Весь мир превратился в океан, и она на своей шхуне стала его центром. Иногда за бортом, сверкая на солнце серебристой чешуей, появлялись косяки рыб, названий которых Аника не знала. Иногда она видела дельфинов. Как-то раз появилась акула. Приготовленная рыбаками-клонами наживка испортилась, и Аника выбросила клонированное мясо за борт. Кровавое пятно расползлось вдоль борта. Спустя несколько секунд появилась акула. Она показалась на поверхности так неожиданно, что Аника, засмотревшись, как расползается по воде кровавое пятно, вскрикнула.
Сейчас вся эта высыпавшая на причал пресса напоминал ей ту акулу. Хотелось просто отвернуться и не смотреть. Может быть, развернуть шхуну и уплыть прочь, дождаться вечера, ночи и уже тогда…
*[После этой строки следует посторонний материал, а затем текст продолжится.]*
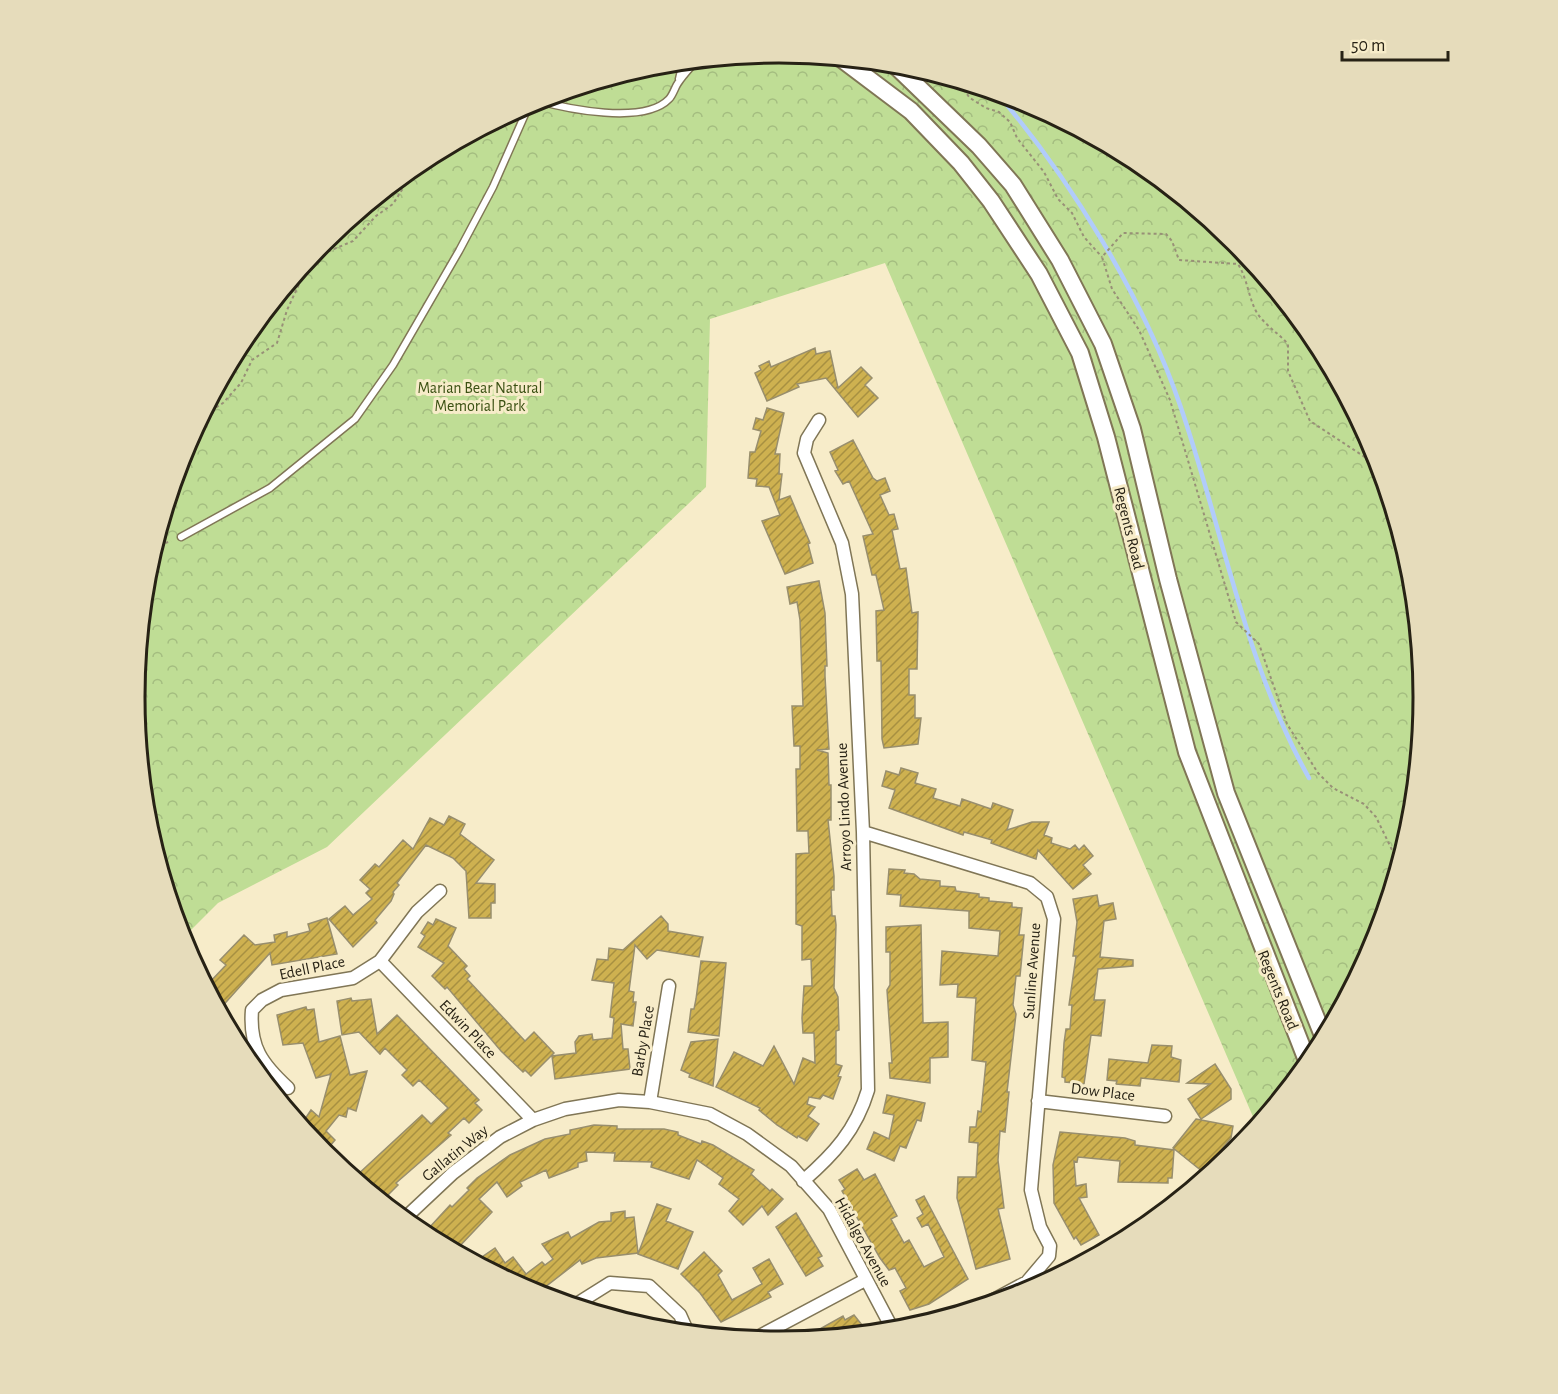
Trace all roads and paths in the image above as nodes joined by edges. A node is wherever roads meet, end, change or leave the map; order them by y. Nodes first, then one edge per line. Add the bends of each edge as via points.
1 (853, 67) edge
2 (689, 69) edge
3 (681, 71) edge
4 (906, 76) edge
5 (678, 82) junction
6 (965, 92) edge
7 (553, 105) edge
8 (524, 116) edge
9 (405, 186) edge
10 (329, 251) edge
11 (1102, 257) junction
12 (301, 281) edge
13 (214, 409) edge
14 (819, 420) dead end
15 (1366, 458) edge
16 (181, 537) joint
17 (164, 543) edge
18 (862, 832) junction
19 (1393, 852) edge
20 (440, 891) dead end
21 (380, 961) junction
22 (669, 986) dead end
23 (1320, 1027) edge
24 (1304, 1052) edge
25 (288, 1088) dead end
26 (1038, 1101) junction
27 (650, 1102) junction
28 (1164, 1116) dead end
29 (533, 1120) junction
30 (803, 1181) junction
31 (411, 1213) edge
32 (865, 1280) junction
33 (1029, 1280) edge
34 (584, 1300) edge
35 (888, 1322) edge
36 (684, 1324) edge
37 (769, 1331) edge

1 - 24 main road, Regents Road via 911,111 961,163 1039,274 1080,353 1106,437 1186,752
2 - 5 lane
3 - 5 lane
4 - 23 main road, Regents Road via 1013,185 1060,260 1103,344 1132,429 1226,793
5 - 7 lane via 669,100 650,109 616,114
6 - 11 path via 1010,122 1058,199
8 - 16 lane via 459,251 393,365 355,419 270,488
9 - 10 path via 393,204 353,241
11 - 15 path via 1123,233 1166,234 1179,260 1238,264 1247,280 1251,302 1287,344 1287,371 1310,421
11 - 19 path via 1112,289 1139,330 1170,400 1236,622 1259,644 1287,724 1318,773 1333,788 1364,804 1376,817
12 - 13 path via 277,343 252,360 241,383
14 - 18 street, Arroyo Lindo Avenue via 807,439 804,453 842,543 852,594
16 - 17 path
18 - 26 street, Sunline Avenue via 1030,883 1047,897 1054,919
18 - 30 street, Arroyo Lindo Avenue via 868,1090 849,1135
20 - 21 street, Edell Place via 417,912
21 - 25 street, Edell Place via 352,978 281,990 252,1010 250,1032 257,1050 266,1068
21 - 29 street, Edwin Place
22 - 27 street, Barby Place
26 - 28 street, Dow Place
26 - 33 street, Sunline Avenue via 1031,1190 1040,1227 1050,1246 1049,1256
27 - 29 street, Hidalgo Avenue via 619,1100
27 - 30 street, Hidalgo Avenue via 710,1114 747,1134 791,1166
29 - 31 street, Gallatin Way via 500,1137
30 - 32 street, Hidalgo Avenue via 829,1209
32 - 35 street, Hidalgo Avenue
32 - 37 street
34 - 36 street via 610,1283 649,1286 680,1315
Аника продолжала думать об этом, хотя сама уже бросила швартовые работнику порта и теперь можно было только смотреть, как он вяжет петлю на кнехте. Несколько самых назойливых журналистов перебрались на борт и начали делать снимки. Один из них подошел к Анике и фотографировал так, словно она была частью этой шхуны.
– Вы клон? – неожиданно спросил кто-то ее с причала.
Аника попыталась отыскать взглядом этого человека, но толпа уже подхватила его идею.
– Точно клон! – выкрикнул кто-то из толпы. – Посмотрите, у нее ведь нет пупка!
– И кожа на лице…
Насчет кожи они действительно были правы – ветер, солнце и соль не превратили Анику в закаленного дальними плаваниями морского волка, но…
– Идиоты! – услышала она неожиданно спокойный, почти меланхоличный голос в толпе. – Это ведь Аника Крейчи. Она одна из нас.